* [Exercise requirements]:
Transcribe the data in full and exactly, omitting any pictures.

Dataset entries
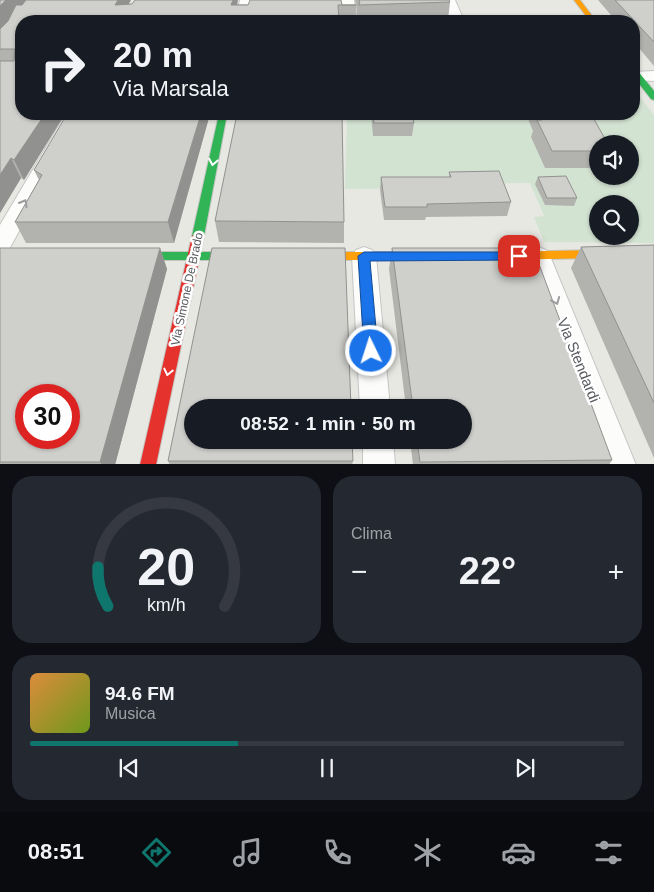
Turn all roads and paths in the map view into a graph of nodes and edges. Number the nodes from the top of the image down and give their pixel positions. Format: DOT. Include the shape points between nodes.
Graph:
graph roads {
  1 [pos="247,0"];
  2 [pos="347,0"];
  3 [pos="448,0"];
  4 [pos="577,0"];
  5 [pos="243,15"];
  6 [pos="349,15"];
  7 [pos="454,15"];
  8 [pos="589,15"];
  9 [pos="640,74"];
  10 [pos="654,76"];
  11 [pos="640,79"];
  12 [pos="654,97"];
  13 [pos="72,120"];
  14 [pos="221,120"];
  15 [pos="0,245"];
  16 [pos="654,253"];
  17 [pos="117,256"];
  18 [pos="194,256"];
  19 [pos="254,256"];
  20 [pos="294,256"];
  21 [pos="364,256"];
  22 [pos="442,256"];
  23 [pos="490,256"];
  24 [pos="538,256"];
  25 [pos="374,399"];
  26 [pos="379,449"];
  27 [pos="148,464"];
  28 [pos="380,464"];
  29 [pos="620,464"];
  1 -- 5 [label="street"];
  2 -- 6 [label="street"];
  3 -- 7 [label="street"];
  4 -- 8 [label="street"];
  9 -- 10 [label="street"];
  11 -- 12 [label="street"];
  15 -- 13 [label="street, one-way"];
  14 -- 18 [label="street, Via Simone De Brado, one-way"];
  16 -- 24 [label="street"];
  17 -- 18 [label="street"];
  18 -- 19 [label="street"];
  18 -- 27 [label="street, Via Simone De Brado, one-way"];
  20 -- 21 [label="street"];
  21 -- 22 [label="street"];
  21 -- 25 [label="street"];
  23 -- 24 [label="street"];
  24 -- 29 [label="street, Via Stendardi, one-way"];
  26 -- 28 [label="street"];
}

* [Exercise answer]:
Turn all roads and paths in the map view into a graph of nodes and edges. Number the nodes from the top of the image down and give their pixel positions. Format: DOT. Include the shape points between nodes.
Graph:
graph roads {
  1 [pos="247,0"];
  2 [pos="347,0"];
  3 [pos="448,0"];
  4 [pos="577,0"];
  5 [pos="243,15"];
  6 [pos="349,15"];
  7 [pos="454,15"];
  8 [pos="589,15"];
  9 [pos="640,74"];
  10 [pos="654,76"];
  11 [pos="640,79"];
  12 [pos="654,97"];
  13 [pos="72,120"];
  14 [pos="221,120"];
  15 [pos="0,245"];
  16 [pos="654,253"];
  17 [pos="117,256"];
  18 [pos="194,256"];
  19 [pos="254,256"];
  20 [pos="294,256"];
  21 [pos="364,256"];
  22 [pos="442,256"];
  23 [pos="490,256"];
  24 [pos="538,256"];
  25 [pos="374,399"];
  26 [pos="379,449"];
  27 [pos="148,464"];
  28 [pos="380,464"];
  29 [pos="620,464"];
  1 -- 5 [label="street"];
  2 -- 6 [label="street"];
  3 -- 7 [label="street"];
  4 -- 8 [label="street"];
  9 -- 10 [label="street"];
  11 -- 12 [label="street"];
  15 -- 13 [label="street, one-way"];
  14 -- 18 [label="street, Via Simone De Brado, one-way"];
  16 -- 24 [label="street"];
  17 -- 18 [label="street"];
  18 -- 19 [label="street"];
  18 -- 27 [label="street, Via Simone De Brado, one-way"];
  20 -- 21 [label="street"];
  21 -- 22 [label="street"];
  21 -- 25 [label="street"];
  23 -- 24 [label="street"];
  24 -- 29 [label="street, Via Stendardi, one-way"];
  26 -- 28 [label="street"];
}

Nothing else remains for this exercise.